**** Exercise inputs
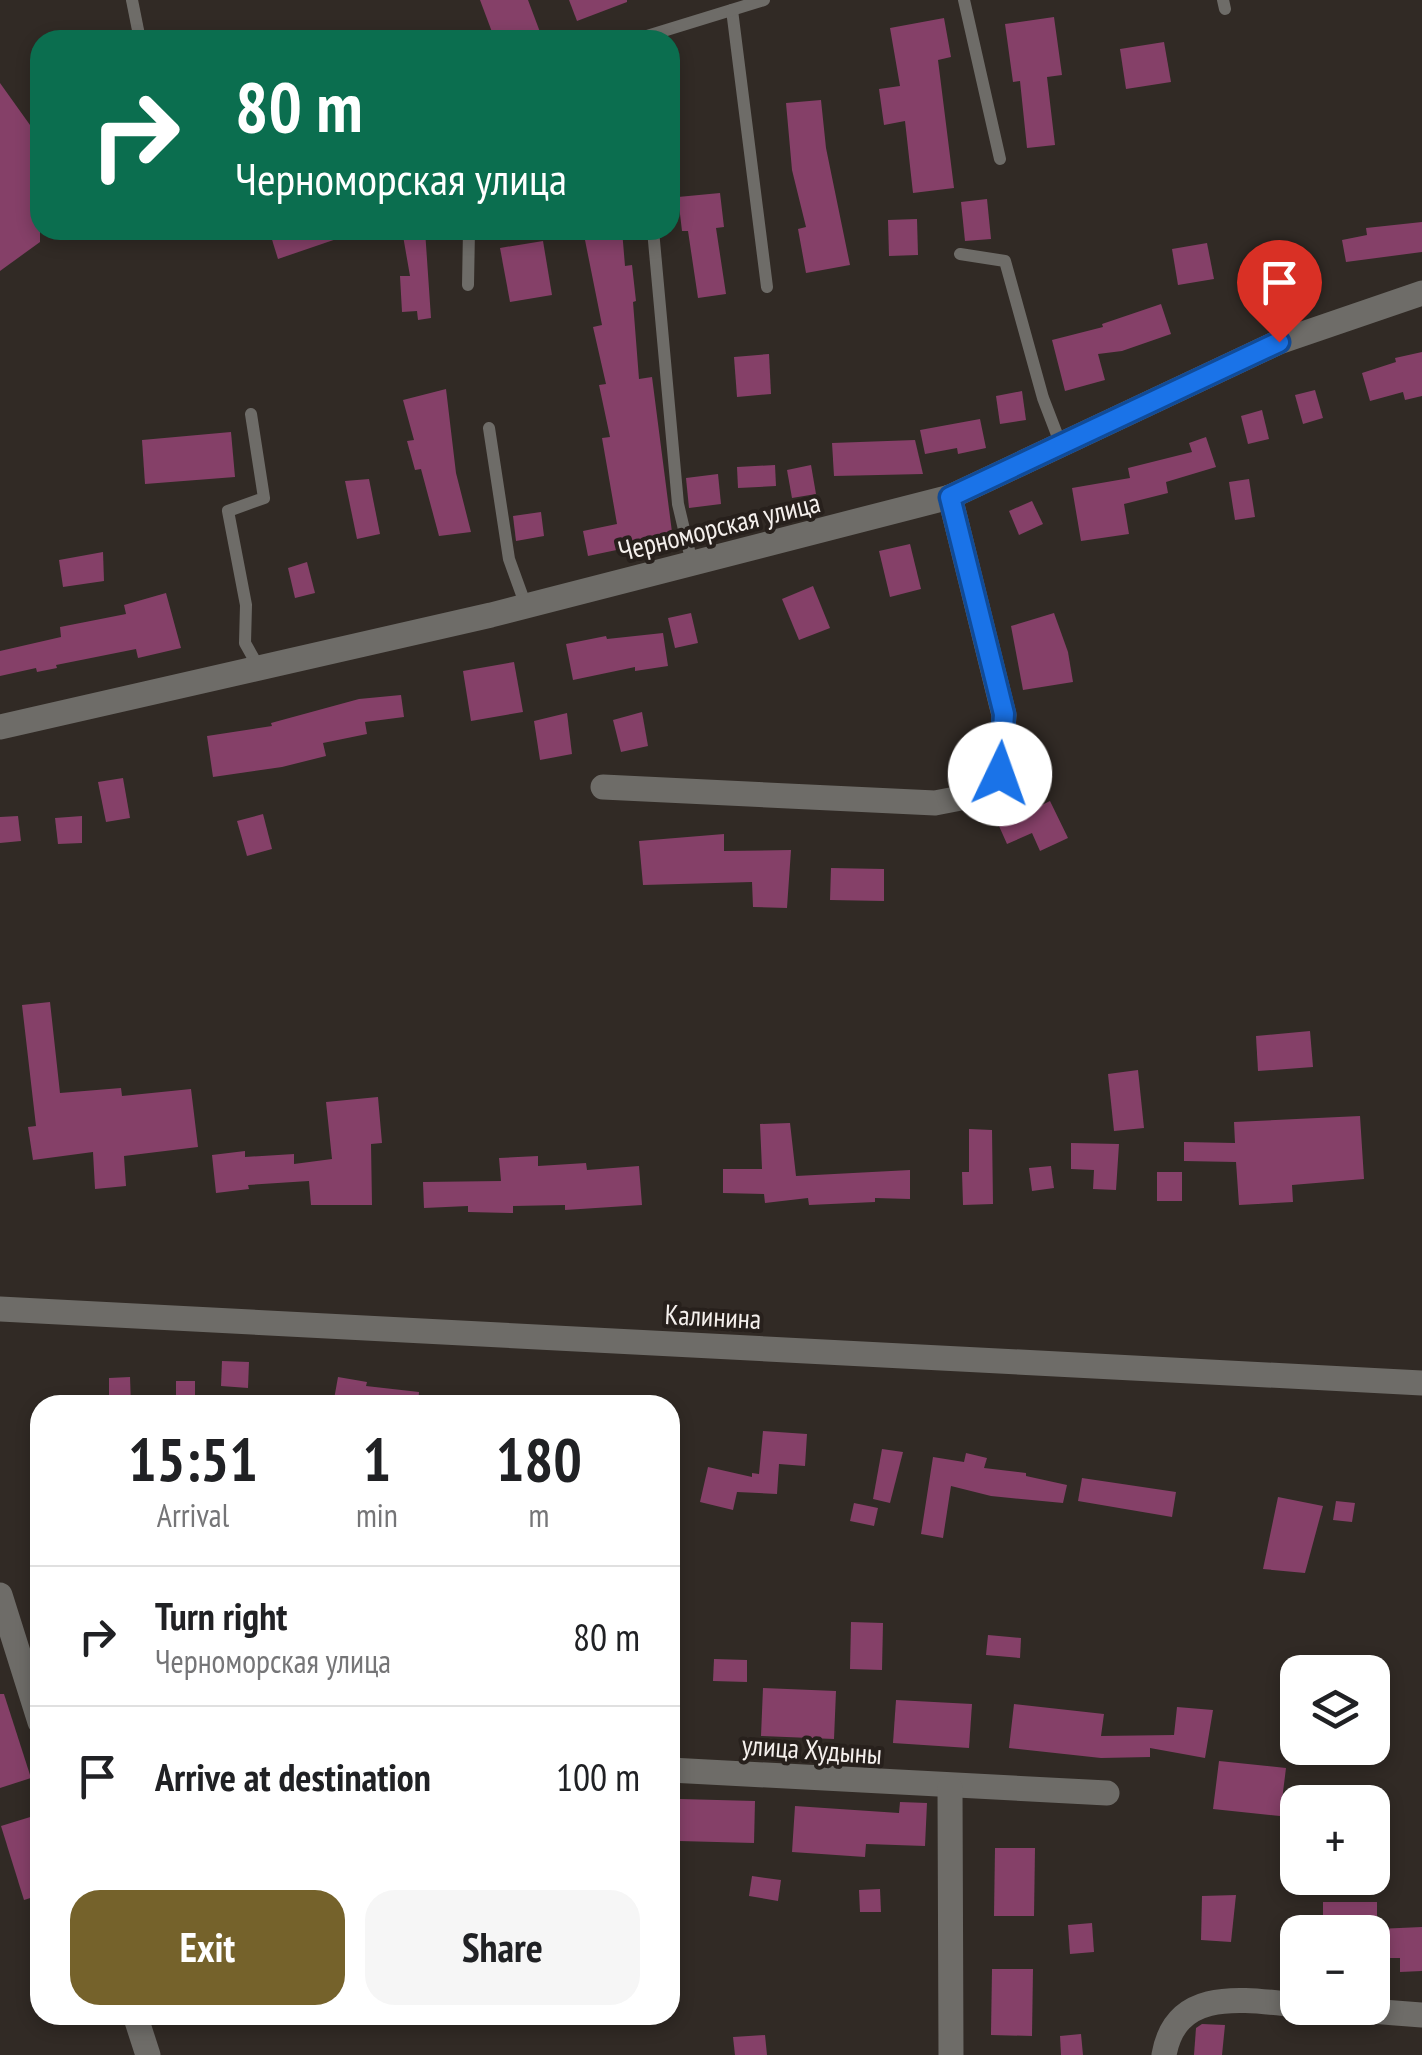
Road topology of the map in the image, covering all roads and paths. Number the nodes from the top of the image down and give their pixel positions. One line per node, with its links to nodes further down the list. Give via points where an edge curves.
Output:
1 (132, 0): 5 (lane)
2 (764, 0): 4 (lane)
3 (964, 0): 7 (lane)
4 (732, 10): 6 (lane); 12 (lane)
5 (138, 30)
6 (667, 30)
7 (1000, 160)
8 (469, 240): 11 (lane)
9 (654, 240): 18 (lane, via 678,504)
10 (960, 254): 16 (lane, via 1005,261)
11 (468, 284)
12 (767, 287)
13 (1422, 293): 16 (street, Черноморская улица, via 1279,342)
14 (251, 414): 20 (lane, via 264,498 228,511 246,605 245,642)
15 (489, 428): 19 (lane, via 509,559)
16 (1060, 445): 17 (street, Черноморская улица)
17 (950, 497): 18 (street, Черноморская улица); 22 (street, via 1004,714 1000,774 966,796 935,802)
18 (692, 564): 19 (street, Черноморская улица)
19 (526, 606): 20 (street, Черноморская улица)
20 (259, 668): 21 (street, Черноморская улица)
21 (0, 726)
22 (603, 786)
23 (0, 1310): 24 (street, Калинина)
24 (1422, 1383)
25 (0, 1595): 26 (street)
26 (30, 1690)
27 (680, 1771): 28 (street, улица Худыны)
28 (950, 1788): 29 (street, улица Худыны); 35 (street)
29 (1106, 1794)
30 (1280, 2003): 36 (street, via 1205,2004 1168,2034)
31 (1390, 2013): 32 (street)
32 (1422, 2015)
33 (138, 2025): 34 (street)
34 (148, 2055)
35 (951, 2055)
36 (1164, 2055)

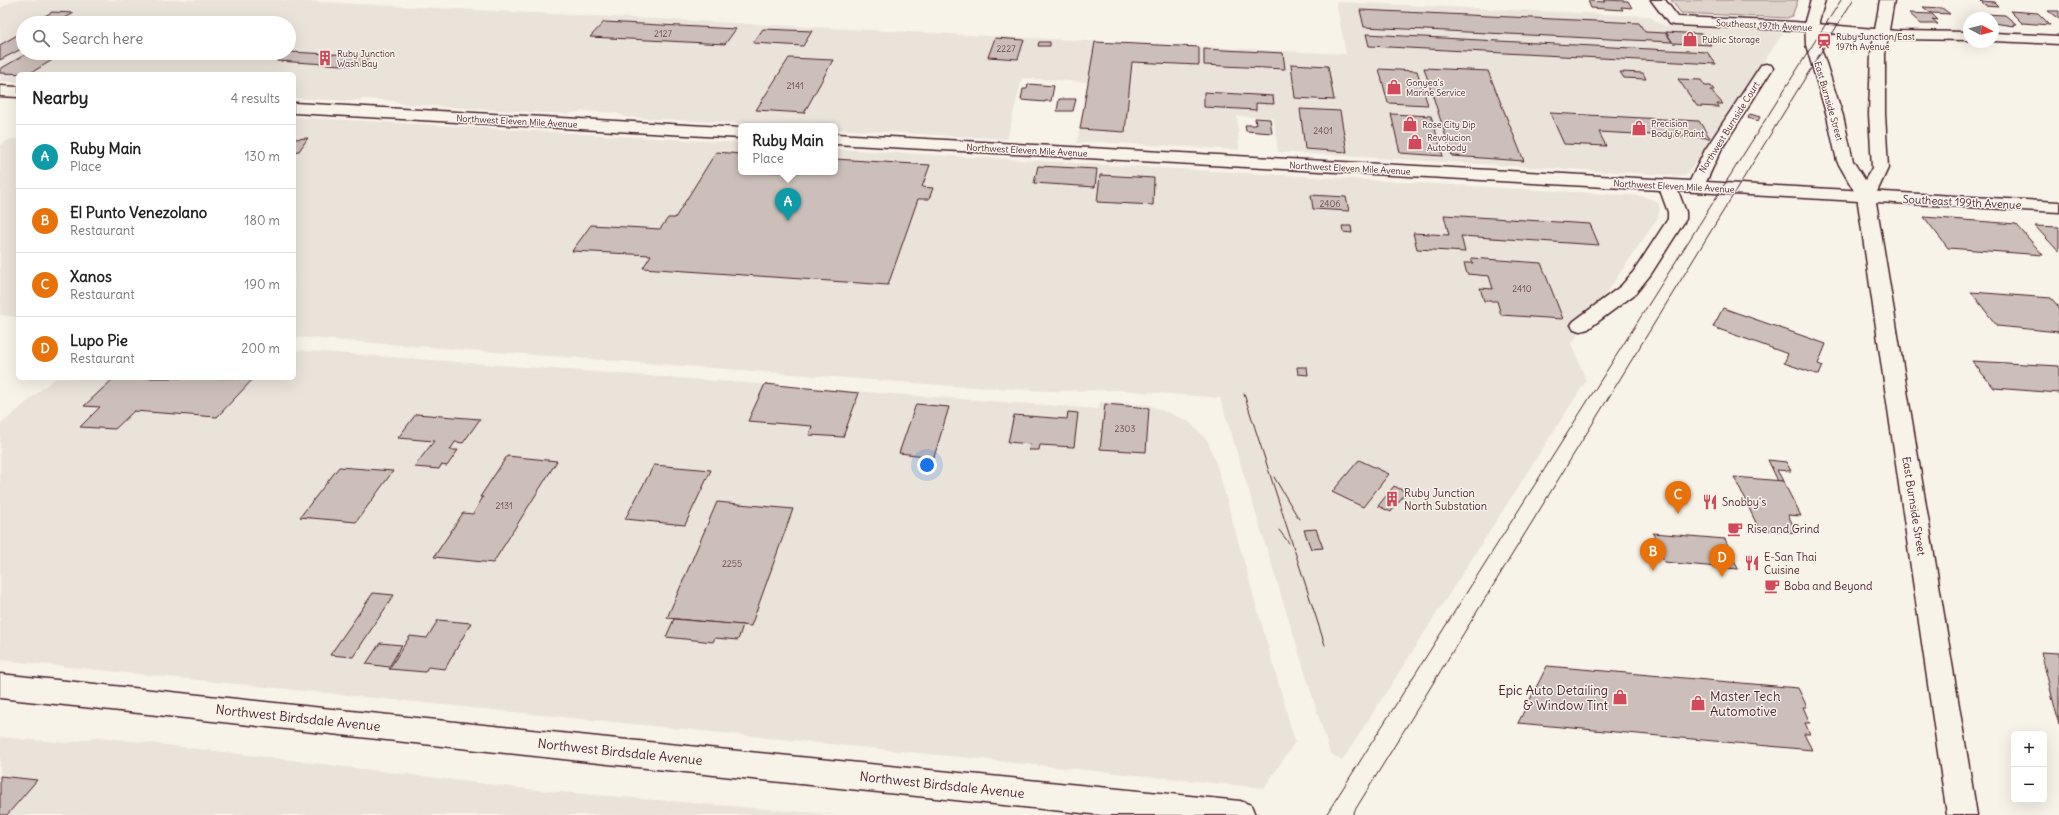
********
■ Directions for this task:
In your copy, please omit the pictures and print every line of the records exactly.

■ Output of the exercise:
Road topology of the map in the image, covering all roads and paths. Number the nodes from the top of the image down and give their pixel positions. One line per node, with its links to nodes further down the list. Give via points where an edge curves.
Output:
1 (132, 0): 5 (lane)
2 (764, 0): 4 (lane)
3 (964, 0): 7 (lane)
4 (732, 10): 6 (lane); 12 (lane)
5 (138, 30)
6 (667, 30)
7 (1000, 160)
8 (469, 240): 11 (lane)
9 (654, 240): 18 (lane, via 678,504)
10 (960, 254): 16 (lane, via 1005,261)
11 (468, 284)
12 (767, 287)
13 (1422, 293): 16 (street, Черноморская улица, via 1279,342)
14 (251, 414): 20 (lane, via 264,498 228,511 246,605 245,642)
15 (489, 428): 19 (lane, via 509,559)
16 (1060, 445): 17 (street, Черноморская улица)
17 (950, 497): 18 (street, Черноморская улица); 22 (street, via 1004,714 1000,774 966,796 935,802)
18 (692, 564): 19 (street, Черноморская улица)
19 (526, 606): 20 (street, Черноморская улица)
20 (259, 668): 21 (street, Черноморская улица)
21 (0, 726)
22 (603, 786)
23 (0, 1310): 24 (street, Калинина)
24 (1422, 1383)
25 (0, 1595): 26 (street)
26 (30, 1690)
27 (680, 1771): 28 (street, улица Худыны)
28 (950, 1788): 29 (street, улица Худыны); 35 (street)
29 (1106, 1794)
30 (1280, 2003): 36 (street, via 1205,2004 1168,2034)
31 (1390, 2013): 32 (street)
32 (1422, 2015)
33 (138, 2025): 34 (street)
34 (148, 2055)
35 (951, 2055)
36 (1164, 2055)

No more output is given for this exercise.